Most Helpful Customer Reviews
22 of 23 people found the following review helpful
Format:Hardcover
Pete Brown's history of one hugely historical London pub is a very funny, interesting and enjoyable book.
His story is not necessarily of just this pub but of Southwark itself, this relatively tiny area around the south end of London Bridge into which were forced all the people and pursuits London would not allow within its gates - and which was therefore a bubbling tub of the most fascinating and reprehensible activities. Theatre, prostitution, rebellion, brewery - if it wasn't for the disgusting industries such as soap-boiling, leather-working and lime-burning stinking the place up, surely everyone would have wanted to move there.

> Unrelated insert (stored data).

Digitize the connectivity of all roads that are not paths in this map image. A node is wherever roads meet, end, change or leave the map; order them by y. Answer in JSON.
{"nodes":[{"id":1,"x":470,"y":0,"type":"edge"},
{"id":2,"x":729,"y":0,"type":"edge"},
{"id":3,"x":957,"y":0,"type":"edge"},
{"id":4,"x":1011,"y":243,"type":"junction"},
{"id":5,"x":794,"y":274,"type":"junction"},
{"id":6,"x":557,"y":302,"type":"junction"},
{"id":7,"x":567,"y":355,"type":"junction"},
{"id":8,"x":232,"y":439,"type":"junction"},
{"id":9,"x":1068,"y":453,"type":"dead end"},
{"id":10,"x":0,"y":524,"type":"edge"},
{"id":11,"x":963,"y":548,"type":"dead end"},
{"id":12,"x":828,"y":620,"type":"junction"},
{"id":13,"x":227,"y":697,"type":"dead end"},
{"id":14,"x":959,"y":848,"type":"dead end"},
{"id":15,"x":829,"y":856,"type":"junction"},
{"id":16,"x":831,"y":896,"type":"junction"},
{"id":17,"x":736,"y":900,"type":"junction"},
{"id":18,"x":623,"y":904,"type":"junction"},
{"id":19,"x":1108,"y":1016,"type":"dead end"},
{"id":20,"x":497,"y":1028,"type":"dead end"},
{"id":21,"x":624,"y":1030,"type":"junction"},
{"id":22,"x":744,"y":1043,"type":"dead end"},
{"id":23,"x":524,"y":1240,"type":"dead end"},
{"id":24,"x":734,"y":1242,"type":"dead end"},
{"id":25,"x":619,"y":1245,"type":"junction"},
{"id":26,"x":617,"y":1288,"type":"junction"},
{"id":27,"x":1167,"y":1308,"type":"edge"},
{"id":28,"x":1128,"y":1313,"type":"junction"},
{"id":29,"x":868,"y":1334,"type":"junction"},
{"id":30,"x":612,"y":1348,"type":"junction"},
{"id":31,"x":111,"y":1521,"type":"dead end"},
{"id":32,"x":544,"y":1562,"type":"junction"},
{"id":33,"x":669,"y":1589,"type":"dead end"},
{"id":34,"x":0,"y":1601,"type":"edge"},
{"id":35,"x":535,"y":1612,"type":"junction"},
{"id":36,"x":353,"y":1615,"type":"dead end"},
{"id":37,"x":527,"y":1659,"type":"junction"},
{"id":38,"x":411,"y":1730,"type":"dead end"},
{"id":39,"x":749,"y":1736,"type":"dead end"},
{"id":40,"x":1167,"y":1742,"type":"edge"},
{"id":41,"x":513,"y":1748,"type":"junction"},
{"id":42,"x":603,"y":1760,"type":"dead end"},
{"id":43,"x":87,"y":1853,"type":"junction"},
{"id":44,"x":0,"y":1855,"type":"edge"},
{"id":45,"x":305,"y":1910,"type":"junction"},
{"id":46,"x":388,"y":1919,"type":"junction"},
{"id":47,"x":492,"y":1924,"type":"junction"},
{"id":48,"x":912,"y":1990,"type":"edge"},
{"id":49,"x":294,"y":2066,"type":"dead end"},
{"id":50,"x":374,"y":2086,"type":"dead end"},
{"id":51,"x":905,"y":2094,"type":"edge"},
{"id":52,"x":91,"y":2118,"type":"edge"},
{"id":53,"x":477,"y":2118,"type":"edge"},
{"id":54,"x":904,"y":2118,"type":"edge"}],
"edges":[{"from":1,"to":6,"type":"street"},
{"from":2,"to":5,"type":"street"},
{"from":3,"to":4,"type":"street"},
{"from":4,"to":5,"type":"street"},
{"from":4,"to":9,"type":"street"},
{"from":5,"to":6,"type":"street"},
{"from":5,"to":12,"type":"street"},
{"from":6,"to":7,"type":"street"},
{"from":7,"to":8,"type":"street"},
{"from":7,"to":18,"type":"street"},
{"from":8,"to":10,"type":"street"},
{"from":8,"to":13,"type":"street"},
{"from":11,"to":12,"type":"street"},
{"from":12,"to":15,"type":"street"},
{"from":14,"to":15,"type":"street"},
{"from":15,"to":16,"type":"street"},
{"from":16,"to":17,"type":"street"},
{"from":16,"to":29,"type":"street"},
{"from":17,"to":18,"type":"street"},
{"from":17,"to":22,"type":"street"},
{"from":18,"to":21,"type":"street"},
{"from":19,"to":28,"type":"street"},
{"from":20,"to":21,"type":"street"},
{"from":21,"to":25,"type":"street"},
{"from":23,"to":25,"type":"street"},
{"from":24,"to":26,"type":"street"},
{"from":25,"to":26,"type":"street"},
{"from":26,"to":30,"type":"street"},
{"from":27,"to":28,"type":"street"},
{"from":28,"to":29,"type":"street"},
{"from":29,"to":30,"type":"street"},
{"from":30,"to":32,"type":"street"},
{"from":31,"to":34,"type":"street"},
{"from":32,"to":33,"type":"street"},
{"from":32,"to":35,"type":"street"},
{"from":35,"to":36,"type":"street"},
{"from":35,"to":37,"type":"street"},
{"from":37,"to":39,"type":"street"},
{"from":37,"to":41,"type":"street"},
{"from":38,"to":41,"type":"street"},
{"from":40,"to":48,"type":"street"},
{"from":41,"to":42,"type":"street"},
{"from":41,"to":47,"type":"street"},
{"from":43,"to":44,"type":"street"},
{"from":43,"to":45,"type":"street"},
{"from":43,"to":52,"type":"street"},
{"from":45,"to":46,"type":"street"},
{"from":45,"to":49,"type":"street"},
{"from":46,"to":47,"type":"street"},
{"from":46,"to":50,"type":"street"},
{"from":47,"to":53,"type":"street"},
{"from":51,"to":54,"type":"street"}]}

The book gives vivid, bustling portraits of this neighbourhood as a bottleneck beneath or needle-point up into the City of London (London Bridge was the only bridge until about the 1750s) in three very different stages. First is the rambunctious medieval Borough, carved up into chunks belonging to bishops and dukes who also owned the countless brothels. This is the mud-splattered, chaotic, lovable district that Chaucer and Shakespeare knew well, when inns were a refuge and a necessity created by the novel habit of travel. In such inns as the George, the nobleman sat (sometimes) alongside all the other members of society, a notion which bestows the opening plot device for Chaucer's Canterbury Tales. Falstaff is a frequenter of such inns with reckless young Hal, and plays were performed there before they had their own permanent buildings to call home.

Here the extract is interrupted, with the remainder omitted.